(Extracted records)

────────

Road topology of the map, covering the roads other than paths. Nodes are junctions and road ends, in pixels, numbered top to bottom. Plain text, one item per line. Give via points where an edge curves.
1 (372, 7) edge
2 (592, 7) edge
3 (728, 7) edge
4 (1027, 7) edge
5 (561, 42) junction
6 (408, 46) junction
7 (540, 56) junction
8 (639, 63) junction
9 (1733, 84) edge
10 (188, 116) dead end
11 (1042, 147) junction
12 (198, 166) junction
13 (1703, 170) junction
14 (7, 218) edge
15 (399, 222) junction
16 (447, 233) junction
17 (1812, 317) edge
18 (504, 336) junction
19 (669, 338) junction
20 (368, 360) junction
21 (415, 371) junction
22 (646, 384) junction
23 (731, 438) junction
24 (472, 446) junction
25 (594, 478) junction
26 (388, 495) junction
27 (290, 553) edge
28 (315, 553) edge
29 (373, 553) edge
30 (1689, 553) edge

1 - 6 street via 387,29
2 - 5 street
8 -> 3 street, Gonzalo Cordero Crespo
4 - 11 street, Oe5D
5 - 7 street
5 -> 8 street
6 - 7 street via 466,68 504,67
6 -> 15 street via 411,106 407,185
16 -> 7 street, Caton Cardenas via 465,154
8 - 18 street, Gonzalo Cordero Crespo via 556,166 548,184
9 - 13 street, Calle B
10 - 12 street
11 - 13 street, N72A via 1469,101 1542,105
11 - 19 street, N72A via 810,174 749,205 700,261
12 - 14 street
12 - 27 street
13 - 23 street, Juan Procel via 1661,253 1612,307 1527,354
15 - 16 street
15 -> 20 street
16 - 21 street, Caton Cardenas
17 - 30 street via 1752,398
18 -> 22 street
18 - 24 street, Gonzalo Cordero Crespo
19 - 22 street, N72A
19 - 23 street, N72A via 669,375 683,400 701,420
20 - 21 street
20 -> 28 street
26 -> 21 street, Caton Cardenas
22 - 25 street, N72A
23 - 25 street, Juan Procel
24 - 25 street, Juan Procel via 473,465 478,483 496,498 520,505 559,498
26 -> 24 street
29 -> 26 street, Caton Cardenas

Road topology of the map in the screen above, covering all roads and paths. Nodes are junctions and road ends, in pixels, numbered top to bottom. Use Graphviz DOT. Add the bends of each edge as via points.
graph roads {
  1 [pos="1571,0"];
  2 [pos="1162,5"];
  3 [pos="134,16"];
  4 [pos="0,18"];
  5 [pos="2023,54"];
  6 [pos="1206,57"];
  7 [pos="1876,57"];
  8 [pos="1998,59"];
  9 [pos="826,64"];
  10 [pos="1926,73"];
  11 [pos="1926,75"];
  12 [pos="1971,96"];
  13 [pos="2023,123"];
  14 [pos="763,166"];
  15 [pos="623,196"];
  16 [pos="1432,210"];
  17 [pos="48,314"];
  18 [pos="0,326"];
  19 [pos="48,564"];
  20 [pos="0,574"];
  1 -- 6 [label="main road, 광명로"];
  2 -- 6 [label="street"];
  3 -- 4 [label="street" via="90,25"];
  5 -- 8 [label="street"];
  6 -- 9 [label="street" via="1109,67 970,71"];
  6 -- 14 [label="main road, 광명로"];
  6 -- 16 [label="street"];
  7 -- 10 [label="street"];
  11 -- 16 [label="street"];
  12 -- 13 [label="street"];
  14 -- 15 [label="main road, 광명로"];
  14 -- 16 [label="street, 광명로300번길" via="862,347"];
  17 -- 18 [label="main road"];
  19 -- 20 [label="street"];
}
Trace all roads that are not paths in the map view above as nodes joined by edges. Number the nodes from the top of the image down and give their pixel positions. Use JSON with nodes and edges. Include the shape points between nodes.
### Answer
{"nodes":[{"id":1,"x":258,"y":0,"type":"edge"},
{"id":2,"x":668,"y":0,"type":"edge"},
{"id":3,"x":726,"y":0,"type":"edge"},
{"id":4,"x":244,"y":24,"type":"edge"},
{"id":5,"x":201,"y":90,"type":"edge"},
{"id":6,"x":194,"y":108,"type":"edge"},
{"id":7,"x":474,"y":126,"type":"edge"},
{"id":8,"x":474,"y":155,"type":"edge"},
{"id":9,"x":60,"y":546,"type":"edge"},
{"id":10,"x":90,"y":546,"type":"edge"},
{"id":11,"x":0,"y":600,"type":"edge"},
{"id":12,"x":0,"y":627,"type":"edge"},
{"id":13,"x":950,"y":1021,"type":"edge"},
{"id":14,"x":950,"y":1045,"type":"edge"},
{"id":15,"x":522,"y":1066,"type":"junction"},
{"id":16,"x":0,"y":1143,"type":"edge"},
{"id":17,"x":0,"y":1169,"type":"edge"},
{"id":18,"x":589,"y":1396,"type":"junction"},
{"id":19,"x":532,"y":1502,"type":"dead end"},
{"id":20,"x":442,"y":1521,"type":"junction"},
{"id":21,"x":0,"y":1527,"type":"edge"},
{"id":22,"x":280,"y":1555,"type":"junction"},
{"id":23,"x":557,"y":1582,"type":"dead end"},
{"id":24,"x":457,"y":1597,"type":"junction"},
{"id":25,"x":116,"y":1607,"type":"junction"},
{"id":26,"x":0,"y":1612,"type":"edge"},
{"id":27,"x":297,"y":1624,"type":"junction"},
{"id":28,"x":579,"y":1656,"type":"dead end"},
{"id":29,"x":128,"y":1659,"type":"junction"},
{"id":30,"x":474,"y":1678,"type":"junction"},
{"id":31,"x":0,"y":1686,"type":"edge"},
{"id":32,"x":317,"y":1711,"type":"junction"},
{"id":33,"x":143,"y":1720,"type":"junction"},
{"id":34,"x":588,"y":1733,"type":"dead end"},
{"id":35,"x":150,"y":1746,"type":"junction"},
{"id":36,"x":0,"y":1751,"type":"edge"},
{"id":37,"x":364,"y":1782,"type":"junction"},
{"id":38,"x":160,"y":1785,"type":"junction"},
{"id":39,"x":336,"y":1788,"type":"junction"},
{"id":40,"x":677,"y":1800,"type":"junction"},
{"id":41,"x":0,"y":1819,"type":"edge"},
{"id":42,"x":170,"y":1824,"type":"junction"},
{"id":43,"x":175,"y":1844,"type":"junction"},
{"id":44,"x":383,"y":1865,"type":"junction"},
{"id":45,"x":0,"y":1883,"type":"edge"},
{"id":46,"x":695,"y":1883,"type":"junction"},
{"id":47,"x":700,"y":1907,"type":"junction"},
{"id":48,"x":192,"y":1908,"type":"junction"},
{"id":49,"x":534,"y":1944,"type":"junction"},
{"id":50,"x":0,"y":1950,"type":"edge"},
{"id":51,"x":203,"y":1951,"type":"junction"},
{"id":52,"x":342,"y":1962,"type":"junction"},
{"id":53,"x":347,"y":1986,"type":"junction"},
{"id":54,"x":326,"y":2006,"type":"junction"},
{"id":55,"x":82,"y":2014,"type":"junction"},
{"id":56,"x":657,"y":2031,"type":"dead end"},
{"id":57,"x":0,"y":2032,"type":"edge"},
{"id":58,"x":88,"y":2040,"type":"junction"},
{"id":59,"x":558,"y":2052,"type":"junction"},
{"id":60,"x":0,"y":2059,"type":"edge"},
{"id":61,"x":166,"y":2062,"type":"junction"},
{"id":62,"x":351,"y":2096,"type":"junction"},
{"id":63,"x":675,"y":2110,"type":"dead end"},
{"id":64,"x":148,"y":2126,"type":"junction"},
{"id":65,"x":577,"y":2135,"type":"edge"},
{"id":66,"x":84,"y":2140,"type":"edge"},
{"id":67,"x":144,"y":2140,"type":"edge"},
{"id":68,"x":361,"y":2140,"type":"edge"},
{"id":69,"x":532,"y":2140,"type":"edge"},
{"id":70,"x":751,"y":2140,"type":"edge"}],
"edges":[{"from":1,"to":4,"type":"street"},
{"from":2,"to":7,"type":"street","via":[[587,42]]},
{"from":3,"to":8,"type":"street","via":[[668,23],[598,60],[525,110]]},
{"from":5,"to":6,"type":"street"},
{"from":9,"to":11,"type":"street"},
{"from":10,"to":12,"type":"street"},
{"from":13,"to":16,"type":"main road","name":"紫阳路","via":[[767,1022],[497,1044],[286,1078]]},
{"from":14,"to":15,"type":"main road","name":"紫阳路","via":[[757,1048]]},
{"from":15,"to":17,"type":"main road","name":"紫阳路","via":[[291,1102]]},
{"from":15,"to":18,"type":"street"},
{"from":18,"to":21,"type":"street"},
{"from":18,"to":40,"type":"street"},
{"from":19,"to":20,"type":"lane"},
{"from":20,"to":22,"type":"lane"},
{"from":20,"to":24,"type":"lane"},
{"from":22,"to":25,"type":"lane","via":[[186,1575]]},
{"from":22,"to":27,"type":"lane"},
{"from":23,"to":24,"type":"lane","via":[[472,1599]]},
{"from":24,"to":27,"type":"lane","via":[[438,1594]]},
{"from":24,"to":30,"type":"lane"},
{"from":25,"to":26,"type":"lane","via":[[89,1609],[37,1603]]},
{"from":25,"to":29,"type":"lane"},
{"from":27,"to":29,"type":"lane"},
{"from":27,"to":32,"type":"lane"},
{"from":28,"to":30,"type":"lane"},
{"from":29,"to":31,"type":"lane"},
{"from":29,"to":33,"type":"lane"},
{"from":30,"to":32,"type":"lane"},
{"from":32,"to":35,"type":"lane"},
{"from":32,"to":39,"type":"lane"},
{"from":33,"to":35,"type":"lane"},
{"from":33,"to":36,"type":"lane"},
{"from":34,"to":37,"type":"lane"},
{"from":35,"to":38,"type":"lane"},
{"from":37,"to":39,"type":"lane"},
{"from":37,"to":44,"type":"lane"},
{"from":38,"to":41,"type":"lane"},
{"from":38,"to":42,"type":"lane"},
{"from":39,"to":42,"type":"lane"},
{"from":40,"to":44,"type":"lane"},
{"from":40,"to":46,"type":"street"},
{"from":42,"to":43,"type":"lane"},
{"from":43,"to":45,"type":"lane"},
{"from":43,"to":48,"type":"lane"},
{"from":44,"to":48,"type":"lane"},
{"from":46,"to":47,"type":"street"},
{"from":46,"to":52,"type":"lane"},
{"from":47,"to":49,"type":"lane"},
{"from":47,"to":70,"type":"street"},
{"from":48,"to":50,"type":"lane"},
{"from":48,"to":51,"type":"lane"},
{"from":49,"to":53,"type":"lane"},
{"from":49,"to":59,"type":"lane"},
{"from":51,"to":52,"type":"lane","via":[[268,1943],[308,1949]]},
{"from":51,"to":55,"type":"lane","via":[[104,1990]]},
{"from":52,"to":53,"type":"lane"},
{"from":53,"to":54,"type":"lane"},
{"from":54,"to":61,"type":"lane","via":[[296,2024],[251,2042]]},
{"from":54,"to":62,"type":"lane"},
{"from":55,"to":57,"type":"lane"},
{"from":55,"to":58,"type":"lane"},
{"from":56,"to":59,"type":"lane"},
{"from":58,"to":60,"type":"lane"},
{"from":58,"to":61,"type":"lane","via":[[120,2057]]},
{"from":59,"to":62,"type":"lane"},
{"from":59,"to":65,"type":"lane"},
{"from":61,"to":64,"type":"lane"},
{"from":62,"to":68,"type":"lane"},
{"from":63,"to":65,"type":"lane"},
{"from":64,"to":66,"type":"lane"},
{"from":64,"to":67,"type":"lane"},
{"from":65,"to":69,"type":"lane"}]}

────────

**EXERCISE PROMPT:** Copy each line of the entries in which the string "points" is found.

**RESPONSE TO THE TASK:**
Road topology of the map, covering the roads other than paths. Nodes are junctions and road ends, in pixels, numbered top to bottom. Plain text, one item per line. Give via points where an edge curves.
Road topology of the map in the screen above, covering all roads and paths. Nodes are junctions and road ends, in pixels, numbered top to bottom. Use Graphviz DOT. Add the bends of each edge as via points.
Trace all roads that are not paths in the map view above as nodes joined by edges. Number the nodes from the top of the image down and give their pixel positions. Use JSON with nodes and edges. Include the shape points between nodes.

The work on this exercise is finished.